- [TASK DIRECTIONS] Only the lines with "item" in them need to be copied from the listing.

BEGIN DATA LISTING

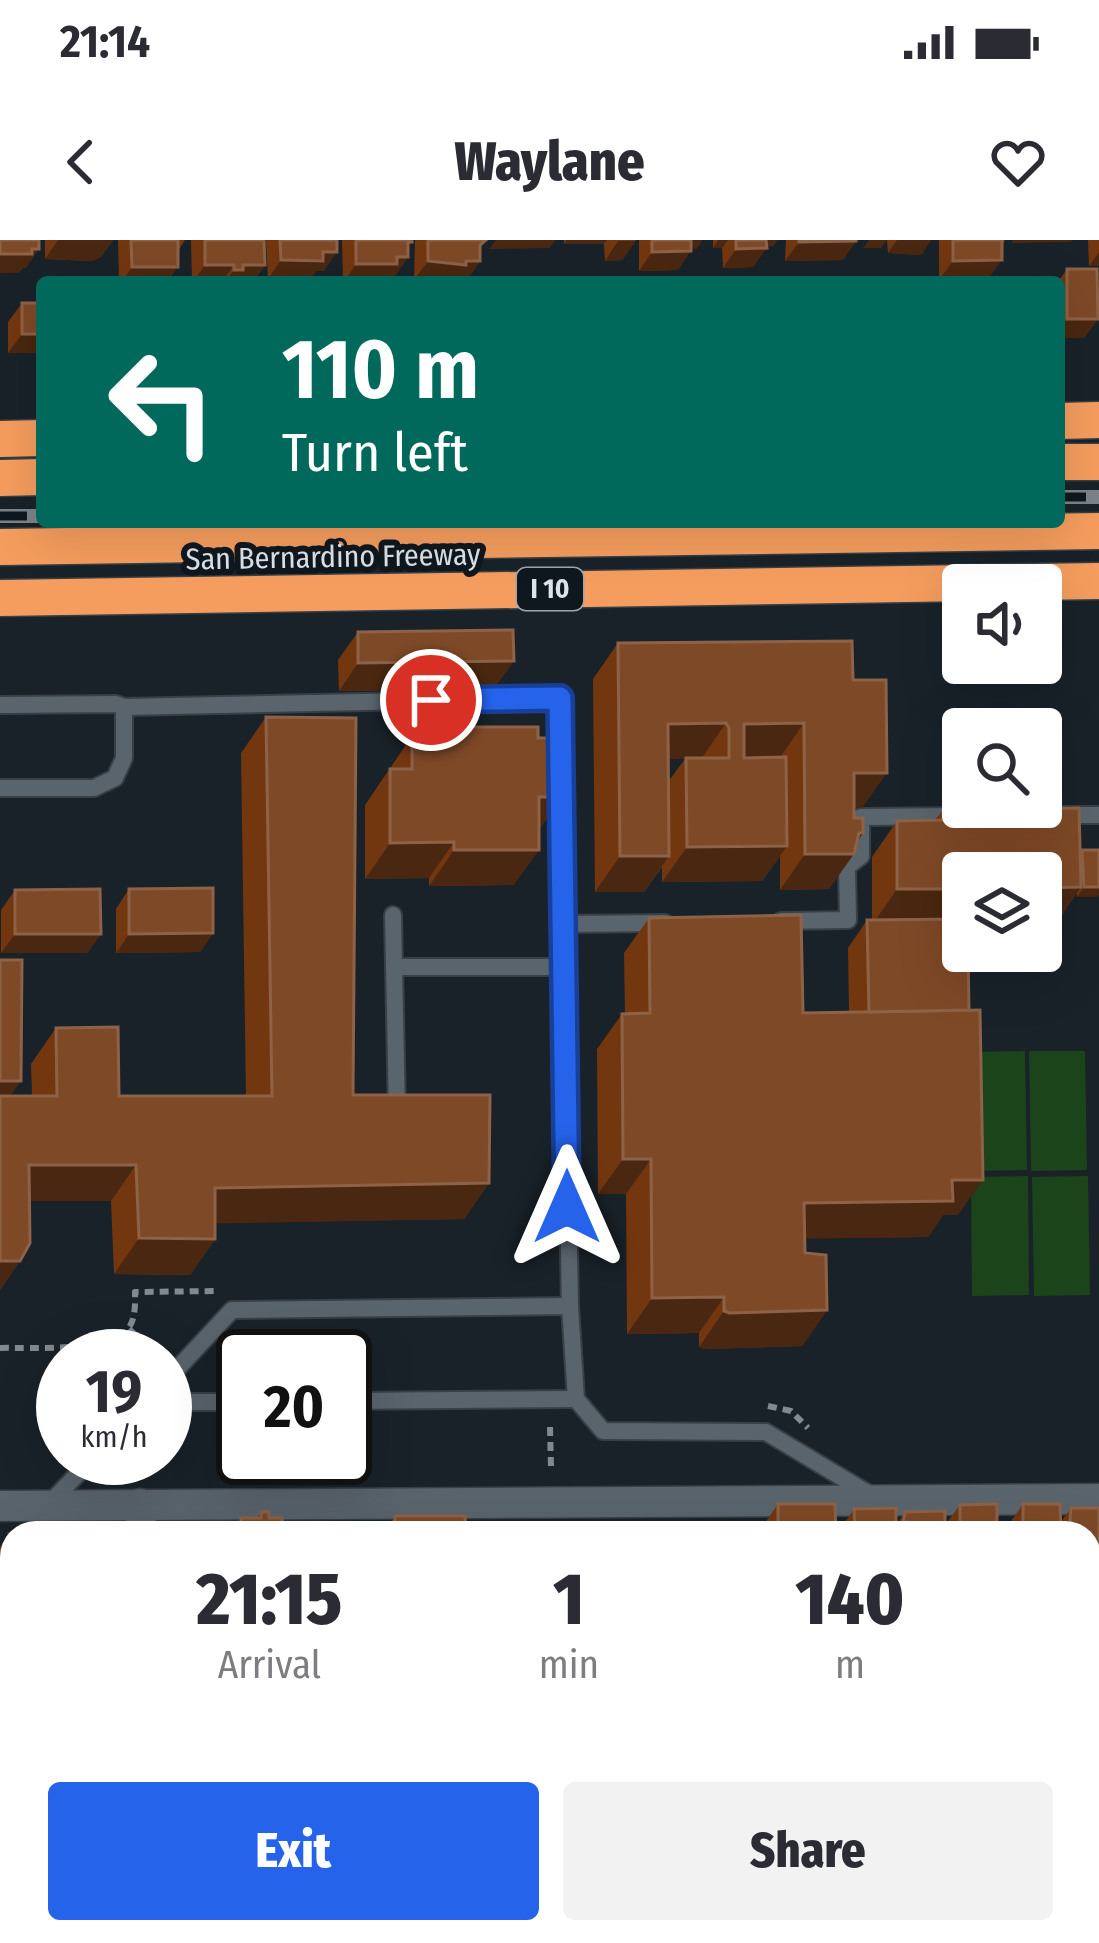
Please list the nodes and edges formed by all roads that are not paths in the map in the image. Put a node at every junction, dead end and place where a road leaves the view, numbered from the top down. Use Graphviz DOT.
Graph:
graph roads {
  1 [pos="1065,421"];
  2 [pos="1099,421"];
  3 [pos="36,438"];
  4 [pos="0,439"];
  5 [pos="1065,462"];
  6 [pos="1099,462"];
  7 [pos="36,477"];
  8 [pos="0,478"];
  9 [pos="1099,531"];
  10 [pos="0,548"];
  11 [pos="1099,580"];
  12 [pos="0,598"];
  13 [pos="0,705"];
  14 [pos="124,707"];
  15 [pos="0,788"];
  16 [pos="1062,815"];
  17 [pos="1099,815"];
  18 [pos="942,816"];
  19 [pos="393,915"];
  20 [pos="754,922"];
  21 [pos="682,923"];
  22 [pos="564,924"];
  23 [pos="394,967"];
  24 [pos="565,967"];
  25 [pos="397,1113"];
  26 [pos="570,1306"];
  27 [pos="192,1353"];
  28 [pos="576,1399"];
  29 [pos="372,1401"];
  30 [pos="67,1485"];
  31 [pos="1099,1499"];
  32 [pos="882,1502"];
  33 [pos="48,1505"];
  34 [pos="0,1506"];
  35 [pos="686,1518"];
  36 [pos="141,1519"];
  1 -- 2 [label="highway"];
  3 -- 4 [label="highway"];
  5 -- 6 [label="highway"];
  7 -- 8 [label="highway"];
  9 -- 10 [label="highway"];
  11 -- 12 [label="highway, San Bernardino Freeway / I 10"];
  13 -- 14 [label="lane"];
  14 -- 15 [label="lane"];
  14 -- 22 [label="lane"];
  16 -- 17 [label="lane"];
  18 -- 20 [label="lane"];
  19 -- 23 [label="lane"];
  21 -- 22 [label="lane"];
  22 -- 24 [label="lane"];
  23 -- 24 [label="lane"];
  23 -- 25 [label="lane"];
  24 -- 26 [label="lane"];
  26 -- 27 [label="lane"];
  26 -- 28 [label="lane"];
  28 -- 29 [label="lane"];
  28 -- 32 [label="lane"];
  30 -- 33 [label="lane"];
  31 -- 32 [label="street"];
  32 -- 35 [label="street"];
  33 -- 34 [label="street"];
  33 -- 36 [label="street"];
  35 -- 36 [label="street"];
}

END DATA LISTING
BEGIN DATA LISTING

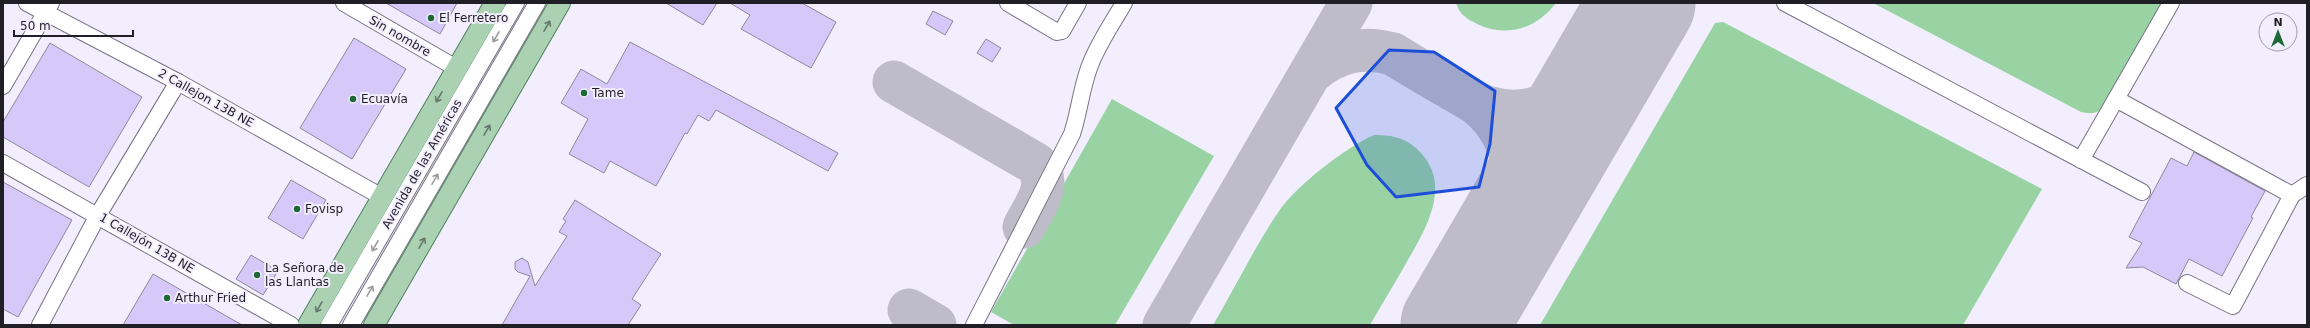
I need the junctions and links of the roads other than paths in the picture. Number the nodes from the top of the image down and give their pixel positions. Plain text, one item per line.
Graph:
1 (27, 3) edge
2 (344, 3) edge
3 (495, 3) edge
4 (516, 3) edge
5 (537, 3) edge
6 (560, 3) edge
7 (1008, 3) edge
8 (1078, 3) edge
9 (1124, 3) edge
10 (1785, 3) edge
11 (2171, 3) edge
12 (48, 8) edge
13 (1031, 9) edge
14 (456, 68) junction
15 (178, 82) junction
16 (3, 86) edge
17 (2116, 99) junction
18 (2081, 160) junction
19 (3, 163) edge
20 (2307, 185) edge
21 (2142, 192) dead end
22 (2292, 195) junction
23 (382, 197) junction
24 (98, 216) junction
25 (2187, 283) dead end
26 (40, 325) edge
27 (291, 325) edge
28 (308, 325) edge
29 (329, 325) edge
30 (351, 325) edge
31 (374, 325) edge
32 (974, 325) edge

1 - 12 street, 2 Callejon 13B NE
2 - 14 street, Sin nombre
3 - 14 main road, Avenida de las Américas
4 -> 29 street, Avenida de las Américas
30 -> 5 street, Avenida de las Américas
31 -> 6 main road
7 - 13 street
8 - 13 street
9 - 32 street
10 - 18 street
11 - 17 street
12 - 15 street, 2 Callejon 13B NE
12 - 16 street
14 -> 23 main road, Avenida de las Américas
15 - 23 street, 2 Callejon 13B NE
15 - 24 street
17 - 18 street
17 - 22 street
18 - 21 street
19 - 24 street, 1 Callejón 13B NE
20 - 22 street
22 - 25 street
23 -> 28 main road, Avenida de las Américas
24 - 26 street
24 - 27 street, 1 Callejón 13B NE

END DATA LISTING
BEGIN DATA LISTING

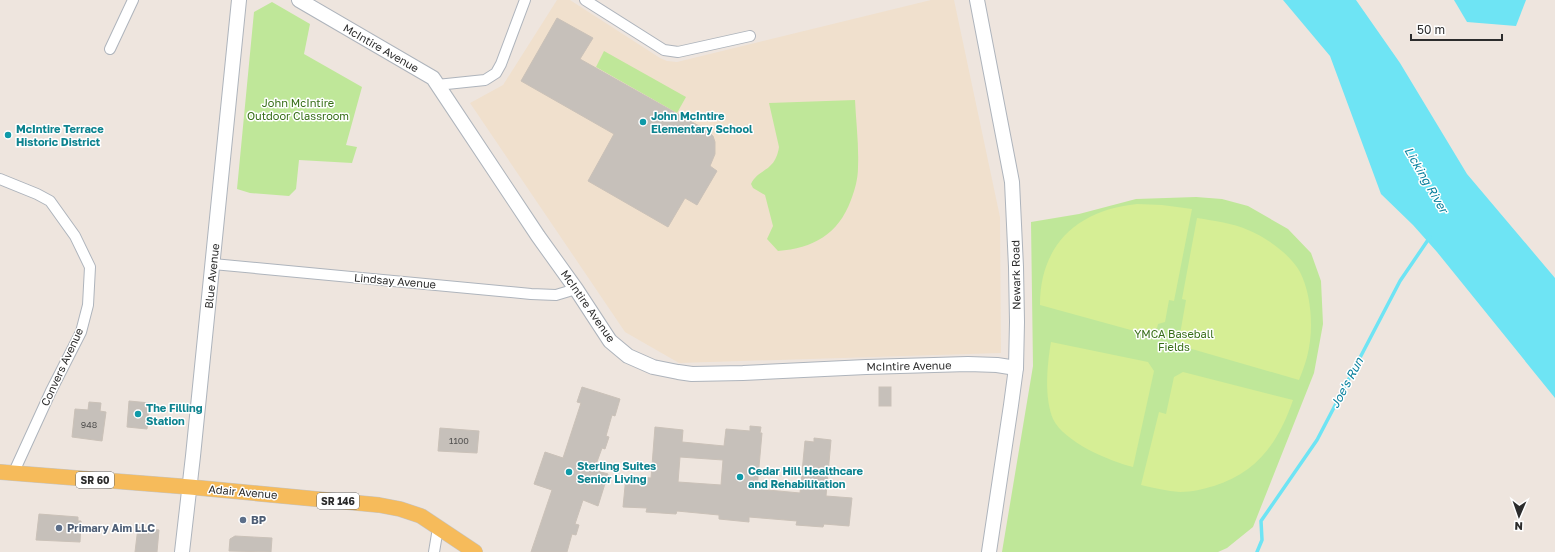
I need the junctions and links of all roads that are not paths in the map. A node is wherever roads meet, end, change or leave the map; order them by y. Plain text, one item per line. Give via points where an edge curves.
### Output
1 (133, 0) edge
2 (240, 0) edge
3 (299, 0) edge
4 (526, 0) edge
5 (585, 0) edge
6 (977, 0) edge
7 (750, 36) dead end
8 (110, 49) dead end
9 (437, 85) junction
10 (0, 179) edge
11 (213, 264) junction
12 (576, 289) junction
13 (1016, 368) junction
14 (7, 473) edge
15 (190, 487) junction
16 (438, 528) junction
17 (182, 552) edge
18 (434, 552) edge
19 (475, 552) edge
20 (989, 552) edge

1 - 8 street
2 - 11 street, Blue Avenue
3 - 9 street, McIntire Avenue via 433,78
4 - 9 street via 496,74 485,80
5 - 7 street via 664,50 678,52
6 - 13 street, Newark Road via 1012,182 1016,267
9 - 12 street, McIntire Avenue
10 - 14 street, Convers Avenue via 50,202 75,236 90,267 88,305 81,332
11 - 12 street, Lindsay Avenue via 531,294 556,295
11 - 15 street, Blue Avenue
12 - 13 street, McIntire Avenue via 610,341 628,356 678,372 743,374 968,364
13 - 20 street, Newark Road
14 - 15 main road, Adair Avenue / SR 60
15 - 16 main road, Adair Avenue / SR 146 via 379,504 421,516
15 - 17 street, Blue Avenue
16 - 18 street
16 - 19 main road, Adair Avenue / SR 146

END DATA LISTING

- [ANSWER FOR THIS EXERCISE]
I need the junctions and links of the roads other than paths in the picture. Number the nodes from the top of the image down and give their pixel positions. Plain text, one item per line.
I need the junctions and links of all roads that are not paths in the map. A node is wherever roads meet, end, change or leave the map; order them by y. Plain text, one item per line. Give via points where an edge curves.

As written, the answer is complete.